• WHAT THIS TASK INVOLVES: All of the data below should be output exactly as given.

· · · · ·

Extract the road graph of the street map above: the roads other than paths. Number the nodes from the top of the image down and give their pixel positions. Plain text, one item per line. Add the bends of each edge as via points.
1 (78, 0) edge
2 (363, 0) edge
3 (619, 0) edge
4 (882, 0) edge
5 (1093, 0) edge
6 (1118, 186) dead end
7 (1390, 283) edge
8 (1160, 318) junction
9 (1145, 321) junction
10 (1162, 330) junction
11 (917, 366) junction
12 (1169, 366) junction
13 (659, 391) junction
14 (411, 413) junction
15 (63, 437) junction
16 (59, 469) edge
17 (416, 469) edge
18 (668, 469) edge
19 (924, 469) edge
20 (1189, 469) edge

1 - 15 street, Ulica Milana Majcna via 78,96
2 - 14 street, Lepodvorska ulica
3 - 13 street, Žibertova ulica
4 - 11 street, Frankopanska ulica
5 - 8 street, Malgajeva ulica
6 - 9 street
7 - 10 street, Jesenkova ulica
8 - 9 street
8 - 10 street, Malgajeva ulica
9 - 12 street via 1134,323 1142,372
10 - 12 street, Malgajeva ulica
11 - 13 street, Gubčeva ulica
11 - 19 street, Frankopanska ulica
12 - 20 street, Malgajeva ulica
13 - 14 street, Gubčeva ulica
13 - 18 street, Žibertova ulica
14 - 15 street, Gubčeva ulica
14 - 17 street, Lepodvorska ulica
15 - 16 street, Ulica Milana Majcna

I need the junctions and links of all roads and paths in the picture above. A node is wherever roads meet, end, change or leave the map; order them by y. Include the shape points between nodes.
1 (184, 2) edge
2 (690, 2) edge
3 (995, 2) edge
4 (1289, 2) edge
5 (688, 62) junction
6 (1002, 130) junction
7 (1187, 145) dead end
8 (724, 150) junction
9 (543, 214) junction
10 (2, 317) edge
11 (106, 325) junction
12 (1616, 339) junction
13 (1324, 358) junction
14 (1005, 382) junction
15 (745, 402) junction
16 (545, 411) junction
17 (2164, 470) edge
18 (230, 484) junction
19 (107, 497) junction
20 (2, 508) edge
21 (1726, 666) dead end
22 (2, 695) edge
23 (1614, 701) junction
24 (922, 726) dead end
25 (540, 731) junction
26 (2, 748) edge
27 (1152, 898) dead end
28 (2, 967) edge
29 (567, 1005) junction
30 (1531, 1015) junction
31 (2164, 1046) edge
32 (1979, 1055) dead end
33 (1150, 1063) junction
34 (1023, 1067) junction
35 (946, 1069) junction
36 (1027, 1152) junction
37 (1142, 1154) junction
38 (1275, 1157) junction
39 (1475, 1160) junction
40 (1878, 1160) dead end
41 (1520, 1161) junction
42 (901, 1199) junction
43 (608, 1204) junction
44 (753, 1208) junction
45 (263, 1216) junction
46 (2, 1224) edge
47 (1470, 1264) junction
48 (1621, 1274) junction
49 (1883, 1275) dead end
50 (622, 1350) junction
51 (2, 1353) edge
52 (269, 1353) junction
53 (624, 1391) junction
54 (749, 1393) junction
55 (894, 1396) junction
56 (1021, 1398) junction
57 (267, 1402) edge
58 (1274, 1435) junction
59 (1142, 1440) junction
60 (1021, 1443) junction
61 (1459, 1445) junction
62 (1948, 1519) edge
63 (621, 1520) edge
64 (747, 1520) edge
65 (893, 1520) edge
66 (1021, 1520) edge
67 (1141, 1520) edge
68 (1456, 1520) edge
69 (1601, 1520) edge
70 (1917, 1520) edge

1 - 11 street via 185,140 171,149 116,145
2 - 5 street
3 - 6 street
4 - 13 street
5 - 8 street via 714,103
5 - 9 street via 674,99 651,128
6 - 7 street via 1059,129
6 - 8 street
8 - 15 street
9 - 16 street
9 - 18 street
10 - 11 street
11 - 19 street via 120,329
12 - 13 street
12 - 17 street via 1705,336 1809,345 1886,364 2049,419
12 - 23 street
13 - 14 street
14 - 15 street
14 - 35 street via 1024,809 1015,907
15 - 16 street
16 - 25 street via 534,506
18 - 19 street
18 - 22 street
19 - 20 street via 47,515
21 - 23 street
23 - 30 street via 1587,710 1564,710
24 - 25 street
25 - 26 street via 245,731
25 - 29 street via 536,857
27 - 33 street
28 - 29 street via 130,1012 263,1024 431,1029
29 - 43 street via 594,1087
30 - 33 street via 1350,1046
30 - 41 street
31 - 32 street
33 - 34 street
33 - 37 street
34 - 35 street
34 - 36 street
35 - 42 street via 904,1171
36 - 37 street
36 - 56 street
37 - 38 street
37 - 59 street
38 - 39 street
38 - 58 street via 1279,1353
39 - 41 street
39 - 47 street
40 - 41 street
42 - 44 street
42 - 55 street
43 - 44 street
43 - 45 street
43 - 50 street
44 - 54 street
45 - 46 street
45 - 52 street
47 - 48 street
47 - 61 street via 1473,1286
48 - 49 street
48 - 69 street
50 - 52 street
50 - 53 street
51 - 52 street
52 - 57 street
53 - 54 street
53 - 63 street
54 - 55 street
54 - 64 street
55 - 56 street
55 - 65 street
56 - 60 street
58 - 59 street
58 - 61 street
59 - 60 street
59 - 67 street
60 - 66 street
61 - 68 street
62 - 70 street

· · · · ·

• YOUR RESPONSE:
Extract the road graph of the street map above: the roads other than paths. Number the nodes from the top of the image down and give their pixel positions. Plain text, one item per line. Add the bends of each edge as via points.
1 (78, 0) edge
2 (363, 0) edge
3 (619, 0) edge
4 (882, 0) edge
5 (1093, 0) edge
6 (1118, 186) dead end
7 (1390, 283) edge
8 (1160, 318) junction
9 (1145, 321) junction
10 (1162, 330) junction
11 (917, 366) junction
12 (1169, 366) junction
13 (659, 391) junction
14 (411, 413) junction
15 (63, 437) junction
16 (59, 469) edge
17 (416, 469) edge
18 (668, 469) edge
19 (924, 469) edge
20 (1189, 469) edge

1 - 15 street, Ulica Milana Majcna via 78,96
2 - 14 street, Lepodvorska ulica
3 - 13 street, Žibertova ulica
4 - 11 street, Frankopanska ulica
5 - 8 street, Malgajeva ulica
6 - 9 street
7 - 10 street, Jesenkova ulica
8 - 9 street
8 - 10 street, Malgajeva ulica
9 - 12 street via 1134,323 1142,372
10 - 12 street, Malgajeva ulica
11 - 13 street, Gubčeva ulica
11 - 19 street, Frankopanska ulica
12 - 20 street, Malgajeva ulica
13 - 14 street, Gubčeva ulica
13 - 18 street, Žibertova ulica
14 - 15 street, Gubčeva ulica
14 - 17 street, Lepodvorska ulica
15 - 16 street, Ulica Milana Majcna

I need the junctions and links of all roads and paths in the picture above. A node is wherever roads meet, end, change or leave the map; order them by y. Include the shape points between nodes.
1 (184, 2) edge
2 (690, 2) edge
3 (995, 2) edge
4 (1289, 2) edge
5 (688, 62) junction
6 (1002, 130) junction
7 (1187, 145) dead end
8 (724, 150) junction
9 (543, 214) junction
10 (2, 317) edge
11 (106, 325) junction
12 (1616, 339) junction
13 (1324, 358) junction
14 (1005, 382) junction
15 (745, 402) junction
16 (545, 411) junction
17 (2164, 470) edge
18 (230, 484) junction
19 (107, 497) junction
20 (2, 508) edge
21 (1726, 666) dead end
22 (2, 695) edge
23 (1614, 701) junction
24 (922, 726) dead end
25 (540, 731) junction
26 (2, 748) edge
27 (1152, 898) dead end
28 (2, 967) edge
29 (567, 1005) junction
30 (1531, 1015) junction
31 (2164, 1046) edge
32 (1979, 1055) dead end
33 (1150, 1063) junction
34 (1023, 1067) junction
35 (946, 1069) junction
36 (1027, 1152) junction
37 (1142, 1154) junction
38 (1275, 1157) junction
39 (1475, 1160) junction
40 (1878, 1160) dead end
41 (1520, 1161) junction
42 (901, 1199) junction
43 (608, 1204) junction
44 (753, 1208) junction
45 (263, 1216) junction
46 (2, 1224) edge
47 (1470, 1264) junction
48 (1621, 1274) junction
49 (1883, 1275) dead end
50 (622, 1350) junction
51 (2, 1353) edge
52 (269, 1353) junction
53 (624, 1391) junction
54 (749, 1393) junction
55 (894, 1396) junction
56 (1021, 1398) junction
57 (267, 1402) edge
58 (1274, 1435) junction
59 (1142, 1440) junction
60 (1021, 1443) junction
61 (1459, 1445) junction
62 (1948, 1519) edge
63 (621, 1520) edge
64 (747, 1520) edge
65 (893, 1520) edge
66 (1021, 1520) edge
67 (1141, 1520) edge
68 (1456, 1520) edge
69 (1601, 1520) edge
70 (1917, 1520) edge

1 - 11 street via 185,140 171,149 116,145
2 - 5 street
3 - 6 street
4 - 13 street
5 - 8 street via 714,103
5 - 9 street via 674,99 651,128
6 - 7 street via 1059,129
6 - 8 street
8 - 15 street
9 - 16 street
9 - 18 street
10 - 11 street
11 - 19 street via 120,329
12 - 13 street
12 - 17 street via 1705,336 1809,345 1886,364 2049,419
12 - 23 street
13 - 14 street
14 - 15 street
14 - 35 street via 1024,809 1015,907
15 - 16 street
16 - 25 street via 534,506
18 - 19 street
18 - 22 street
19 - 20 street via 47,515
21 - 23 street
23 - 30 street via 1587,710 1564,710
24 - 25 street
25 - 26 street via 245,731
25 - 29 street via 536,857
27 - 33 street
28 - 29 street via 130,1012 263,1024 431,1029
29 - 43 street via 594,1087
30 - 33 street via 1350,1046
30 - 41 street
31 - 32 street
33 - 34 street
33 - 37 street
34 - 35 street
34 - 36 street
35 - 42 street via 904,1171
36 - 37 street
36 - 56 street
37 - 38 street
37 - 59 street
38 - 39 street
38 - 58 street via 1279,1353
39 - 41 street
39 - 47 street
40 - 41 street
42 - 44 street
42 - 55 street
43 - 44 street
43 - 45 street
43 - 50 street
44 - 54 street
45 - 46 street
45 - 52 street
47 - 48 street
47 - 61 street via 1473,1286
48 - 49 street
48 - 69 street
50 - 52 street
50 - 53 street
51 - 52 street
52 - 57 street
53 - 54 street
53 - 63 street
54 - 55 street
54 - 64 street
55 - 56 street
55 - 65 street
56 - 60 street
58 - 59 street
58 - 61 street
59 - 60 street
59 - 67 street
60 - 66 street
61 - 68 street
62 - 70 street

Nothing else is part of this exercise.